The 15-Question ACSC-Aligned Vendor Assessment

Send this questionnaire to any SaaS provider, outsourced IT vendor, or cloud platform before contract signature. Each question maps to an ISM control or Essential Eight principle. Score Red (fail), Amber (partial compliance), or Green (fully compliant).

Section A: Governance & Certification

1. Do you hold a current ISO 27001 certification? ISM-1788 alignment: Outsourced service provider security posture.
Green: Current certificate covering the services we'll consume.
Amber: Certification in progress with target date within 6 months.
Red: No certification, no plan.

2. Can you provide a SOC 2 Type II report dated within the last 12 months? Relevant for vendors handling your data. A SOC 2 report demonstrates tested operational controls — not just a point-in-time snapshot.
Green: Report provided, clean opinion.
Amber: SOC 2 Type I only (design, not tested).
Red: No SOC report available.

3. Do you maintain a published sub-processor list with notification obligations? TeamPCP exploited downstream dependencies. If a vendor cannot tell you who their vendors are, you cannot assess your actual supply chain risk.
Green: Public sub-processor list with 30-day change notification.
Amber: List available on request only.
Red: No sub-processor tracking.

Section B: Data Protection

4. Is all Australian customer data stored and processed exclusively within Australia? ISM-0071: Data sovereignty and geographic location requirements.
Green: All data at rest and in transit stays in Australian data centres.
Amber: Data in Australia; support may access from offshore.
Red: Data stored offshore with no Australian option.

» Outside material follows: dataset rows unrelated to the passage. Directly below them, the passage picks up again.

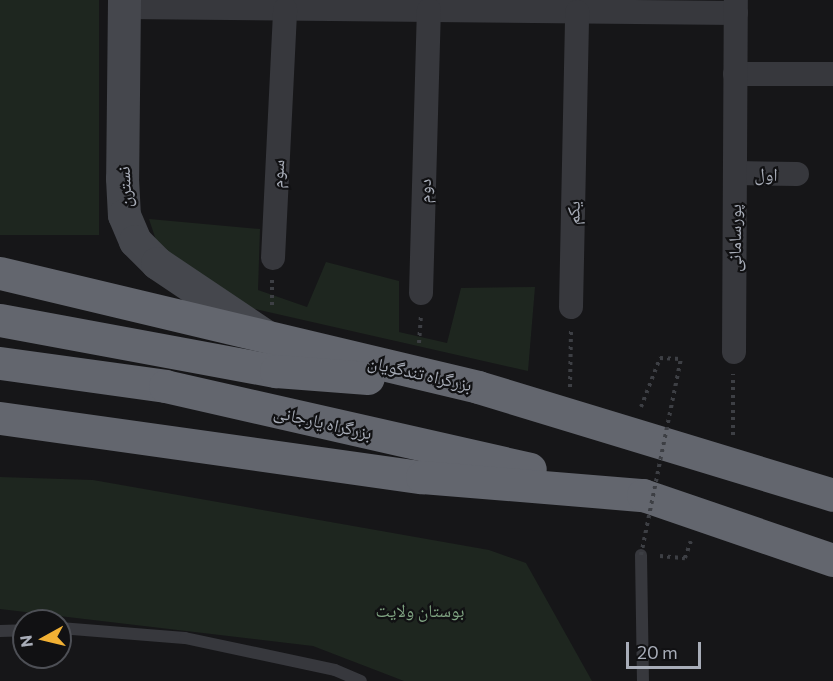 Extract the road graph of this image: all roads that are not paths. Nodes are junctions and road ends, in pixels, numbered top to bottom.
1 (124, 4) edge
2 (736, 6) edge
3 (285, 9) junction
4 (429, 10) junction
5 (577, 12) junction
6 (735, 74) junction
7 (833, 74) edge
8 (735, 173) junction
9 (797, 174) dead end
10 (273, 258) road end
11 (0, 273) edge
12 (421, 293) road end
13 (571, 307) road end
14 (0, 320) edge
15 (271, 339) junction
16 (734, 352) road end
17 (0, 363) edge
18 (478, 387) junction
19 (0, 418) edge
20 (643, 495) junction
21 (833, 495) edge
22 (641, 555) road end
23 (833, 560) edge
24 (72, 629) edge
25 (360, 681) edge
26 (643, 681) edge

1 - 3 street, پورسامانی
1 - 15 street, نسترن
2 - 5 street, پورسامانی
2 - 6 street, پورسامانی
3 - 4 street, پورسامانی
3 - 10 street, سوم
4 - 5 street, پورسامانی
4 - 12 street, دوم
5 - 13 street, یکم
6 - 7 street
6 - 8 street, پورسامانی
8 - 9 street, اول
8 - 16 street, پورسامانی
11 - 15 highway, بزرگراه تندگویان
14 - 18 highway
15 - 18 highway, بزرگراه تندگویان
17 - 20 highway, بزرگراه یارجانی
18 - 21 highway, بزرگراه تندگویان
19 - 20 highway
20 - 23 highway
22 - 26 lane
24 - 25 lane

5. Is encryption (AES-256 or equivalent) enforced for all data at rest? ISM-1167: Cryptographic systems for data at rest.
Green: AES-256, keys managed in HSM or cloud KMS.
Amber: Encryption enabled but customer-managed keys not supported.
Red: No encryption at rest.

6. Is TLS 1.2 or higher enforced for all data in transit? ISM-1139: Encryption for data in transit.
Green: TLS 1.3 minimum, HSTS preloaded, certificate pinning.
Amber: TLS 1.2 supported but 1.3 optional.
Red: Older protocols accepted.

Section C: Access & Authentication

7. Is multi-factor authentication (MFA) enforced for all user accounts — including administrative, API, and service accounts? Essential Eight Maturity Level Two: MFA for all privileged access. The LiteLLM compromise in March 2026 was enabled by a CI/CD credential without MFA protecting millions of daily downloads.
Green: Phishing-resistant MFA enforced universally.
Amber: MFA for user accounts but not service/API accounts.
Red: MFA optional or absent.

8. Do you support SAML, OIDC, or SCIM for customer-managed identity and access? ISM-1401: Centralised identity management for external services.
Green: SAML/OIDC with SCIM provisioning supported.
Amber: SAML only, no automated provisioning.
Red: Vendor-managed credentials only.

9. Do you enforce least-privilege access with quarterly access reviews? ISM-0445: Principle of least privilege.
Green: Documented RBAC with automated quarterly reviews.
Amber: Manual annual reviews.
Red: No formal access review process.

Section D: Security Operations

10. Do you conduct independent penetration testing at least annually? ISM-1345: Vulnerability assessment and penetration testing.
Green: Annual independent pentest covering our use case.
Amber: Internal testing only, or results older than 12 months.
Red: No penetration testing program.

11. What is your contractual breach notification SLA? Notifiable Data Breaches scheme requires notification to the OAIC within 30 days. Your vendor's SLA must enable you to meet this.
Green: 24-hour notification of confirmed breach.
Amber: 72-hour notification.
Red: No defined SLA or exceeds 7 days.

12. Do you maintain a documented and tested incident response plan? ISM-0145: Cyber security incident response plan.
Green: Documented plan, tabletop-tested within 6 months.
Amber: Plan exists, not tested or tested > 12 months ago.
Red: No documented IR plan.

13. Do you have a business continuity plan with a recovery time objective (RTO) under 24 hours? ISM-1619: Business continuity and disaster recovery.
Green: Documented BCP, RTO < 4 hours, tested annually.
Amber: BCP exists, RTO 24–72 hours.
Red: No BCP or RTO.

14. What is your software patching cadence for critical vulnerabilities? Essential Eight: Patch operating systems within 48 hours, applications within 2 weeks.
Green: Critical CVEs patched within 48 hours.
Amber: Critical patches within 7 days.
Red: Best-effort, no SLA.

15. Do you maintain cyber insurance covering third-party liability and data breach response? Provides financial assurance if the vendor's breach becomes your problem.
Green: Policy with AUD 5M+ coverage, third-party liability included.
Amber: Insurance exists, coverage or jurisdiction unclear.
Red: No cyber insurance.

How to Score and Act on Results

Add up your Reds, Ambers, and Greens. Maximum score: 15 Green. Apply this decision framework:

  • 13–15 Green, 0 Red: Proceed. Strong security posture aligned with ISM expectations.
  • 10–12 Green, ≤ 2 Red: Proceed with conditions. Require a remediation plan with dates before contract signature.
  • 7–9 Green, 3–5 Red: Escalate. Involve your security advisor. Demand contractual security schedules.
  • < 7 Green or > 5 Red: Reject. The risk exceeds what an SMB can absorb.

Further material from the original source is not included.